What you are asked to do:
Each entry must be given again exactly; images do not belong in the copy.

┌──

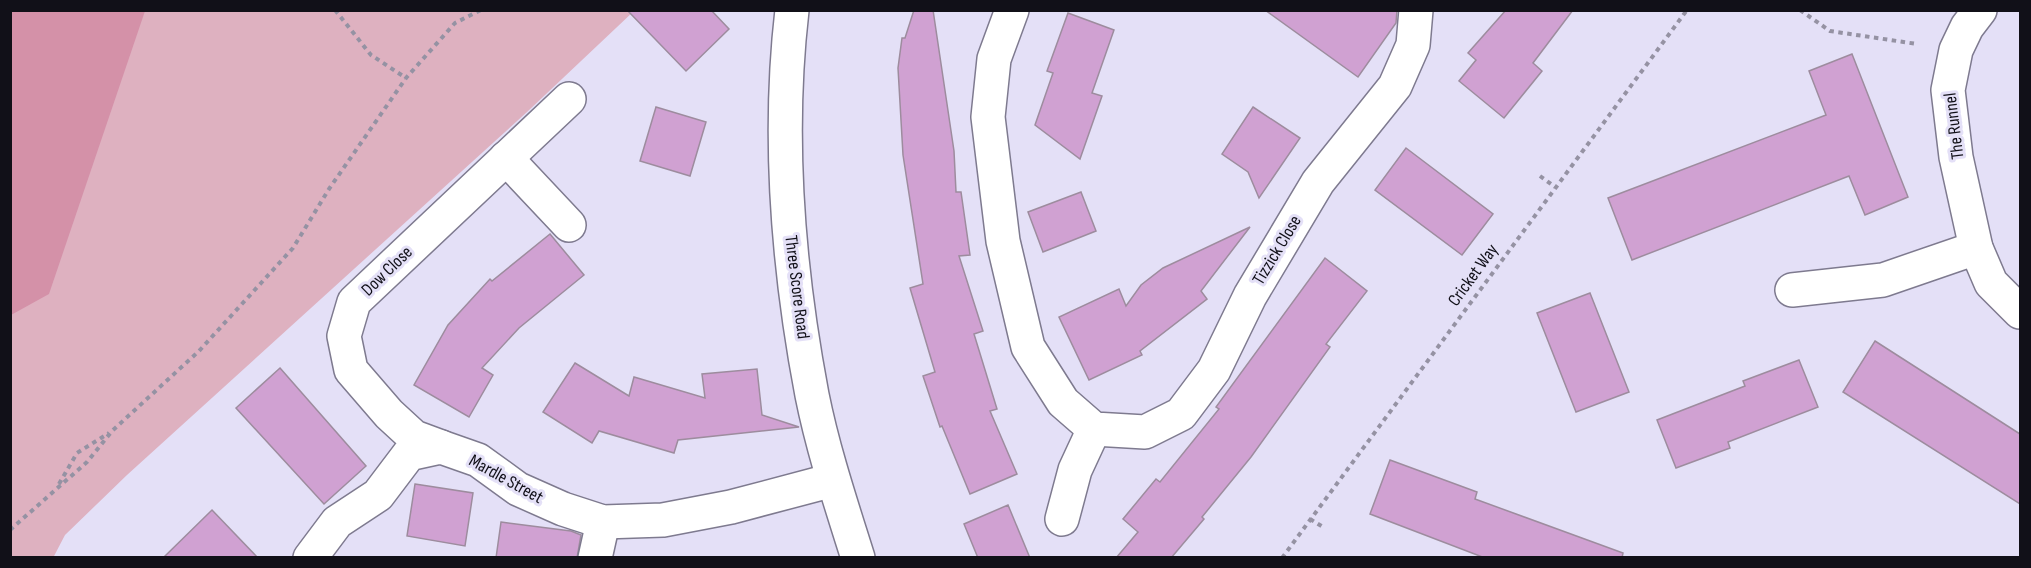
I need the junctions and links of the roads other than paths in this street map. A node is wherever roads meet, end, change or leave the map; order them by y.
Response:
1 (792, 10) edge
2 (1012, 10) edge
3 (1416, 10) edge
4 (1980, 10) edge
5 (569, 99) dead end
6 (506, 158) junction
7 (569, 225) dead end
8 (1976, 248) junction
9 (1792, 290) dead end
10 (2020, 312) edge
11 (1094, 429) junction
12 (441, 447) junction
13 (833, 480) junction
14 (1062, 519) dead end
15 (603, 522) junction
16 (310, 558) edge
17 (595, 558) edge
18 (858, 558) edge

1 - 13 street, Three Score Road
2 - 11 street
3 - 11 street, Tizzick Close
4 - 8 street, The Runnel
5 - 6 street, Dow Close
6 - 7 street
6 - 12 street, Dow Close
8 - 9 street
8 - 10 street, The Runnel
11 - 14 street
12 - 15 street, Mardle Street
12 - 16 street
13 - 15 street, Mardle Street
13 - 18 street, Three Score Road
15 - 17 street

└──

Exercise answer:
I need the junctions and links of the roads other than paths in this street map. A node is wherever roads meet, end, change or leave the map; order them by y.
Response:
1 (792, 10) edge
2 (1012, 10) edge
3 (1416, 10) edge
4 (1980, 10) edge
5 (569, 99) dead end
6 (506, 158) junction
7 (569, 225) dead end
8 (1976, 248) junction
9 (1792, 290) dead end
10 (2020, 312) edge
11 (1094, 429) junction
12 (441, 447) junction
13 (833, 480) junction
14 (1062, 519) dead end
15 (603, 522) junction
16 (310, 558) edge
17 (595, 558) edge
18 (858, 558) edge

1 - 13 street, Three Score Road
2 - 11 street
3 - 11 street, Tizzick Close
4 - 8 street, The Runnel
5 - 6 street, Dow Close
6 - 7 street
6 - 12 street, Dow Close
8 - 9 street
8 - 10 street, The Runnel
11 - 14 street
12 - 15 street, Mardle Street
12 - 16 street
13 - 15 street, Mardle Street
13 - 18 street, Three Score Road
15 - 17 street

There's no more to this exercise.